I was able to get away the next morning,
but before that I headed to the well-stocked vet college library to put on my
thinking cap about the “how to” and dig into the scientific literature to see
what I could find. My results were not encouraging. Three reports mentioned a
variety of drugs but all cautioned that this was a species that is difficult to
deal with. If they are in water the difficulty is greatly increased because
they are likely to drown as the drugs take effect. One even mentioned the use
of a road grader to be driven into the water to push the patient out on to dry
land before it becomes fully immobilized. Another suggested the drug fentanyl
with which I was very familiar. I had that drug in my lock-up safe. I had
immobilized over a hundred rhino with it and a few dozen young elephants,
dozens of African antelopes and quite a number of Canadian animals. In almost
all of those cases I had used a well-known sedative to enhance the effects of
the fentanyl. This fellow weighed half as much again as my rhino patients at
something over two tonnes, so I adjusted the dose accordingly.

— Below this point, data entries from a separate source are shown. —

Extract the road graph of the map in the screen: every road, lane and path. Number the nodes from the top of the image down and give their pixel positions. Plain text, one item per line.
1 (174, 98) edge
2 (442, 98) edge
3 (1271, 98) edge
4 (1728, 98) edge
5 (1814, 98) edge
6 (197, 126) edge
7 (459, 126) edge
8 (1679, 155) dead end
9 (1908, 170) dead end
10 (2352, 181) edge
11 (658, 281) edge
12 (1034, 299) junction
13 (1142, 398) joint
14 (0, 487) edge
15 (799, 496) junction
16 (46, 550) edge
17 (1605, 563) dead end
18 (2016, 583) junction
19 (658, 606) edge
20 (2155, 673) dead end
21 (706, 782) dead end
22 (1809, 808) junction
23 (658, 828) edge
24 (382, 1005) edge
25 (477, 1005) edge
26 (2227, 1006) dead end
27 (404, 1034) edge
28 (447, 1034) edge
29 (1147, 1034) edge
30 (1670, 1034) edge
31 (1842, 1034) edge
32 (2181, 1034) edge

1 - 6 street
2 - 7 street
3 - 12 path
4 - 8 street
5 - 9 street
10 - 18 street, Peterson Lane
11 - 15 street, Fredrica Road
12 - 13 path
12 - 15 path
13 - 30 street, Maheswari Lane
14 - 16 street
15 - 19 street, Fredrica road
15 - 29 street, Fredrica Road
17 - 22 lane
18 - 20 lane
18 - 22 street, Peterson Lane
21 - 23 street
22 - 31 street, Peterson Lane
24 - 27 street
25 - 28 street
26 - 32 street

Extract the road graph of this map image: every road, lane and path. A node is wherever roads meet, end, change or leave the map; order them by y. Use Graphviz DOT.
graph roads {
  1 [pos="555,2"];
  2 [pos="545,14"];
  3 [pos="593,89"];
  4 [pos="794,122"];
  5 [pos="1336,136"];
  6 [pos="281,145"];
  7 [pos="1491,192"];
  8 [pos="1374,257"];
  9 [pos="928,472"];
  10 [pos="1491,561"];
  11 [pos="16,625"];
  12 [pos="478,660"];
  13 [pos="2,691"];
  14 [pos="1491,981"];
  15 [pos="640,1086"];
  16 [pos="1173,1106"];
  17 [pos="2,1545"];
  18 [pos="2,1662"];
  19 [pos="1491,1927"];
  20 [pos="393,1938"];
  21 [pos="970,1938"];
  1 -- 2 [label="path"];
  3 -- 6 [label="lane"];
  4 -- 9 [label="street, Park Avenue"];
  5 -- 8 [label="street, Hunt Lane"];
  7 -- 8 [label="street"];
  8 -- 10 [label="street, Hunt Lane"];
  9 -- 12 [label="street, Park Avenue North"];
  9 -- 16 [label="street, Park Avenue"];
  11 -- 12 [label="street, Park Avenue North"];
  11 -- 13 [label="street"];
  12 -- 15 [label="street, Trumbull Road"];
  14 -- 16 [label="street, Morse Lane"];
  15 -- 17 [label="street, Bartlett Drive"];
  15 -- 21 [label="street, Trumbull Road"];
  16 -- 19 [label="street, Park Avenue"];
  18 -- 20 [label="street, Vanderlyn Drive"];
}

The other important tip was that long
needles are essential.
No report mentioned anything about teeth
and that would prove to be as interesting as the drug issue.
The flight to Calgary was uneventful
and I soon found myself looking over a high wall at the hippo, which had been
locked out of his pool and was standing quietly in a passage between his
daytime and night quarters and mouthing but not munching on some lettuce. A
stout steel gate confined him at either end of the passage.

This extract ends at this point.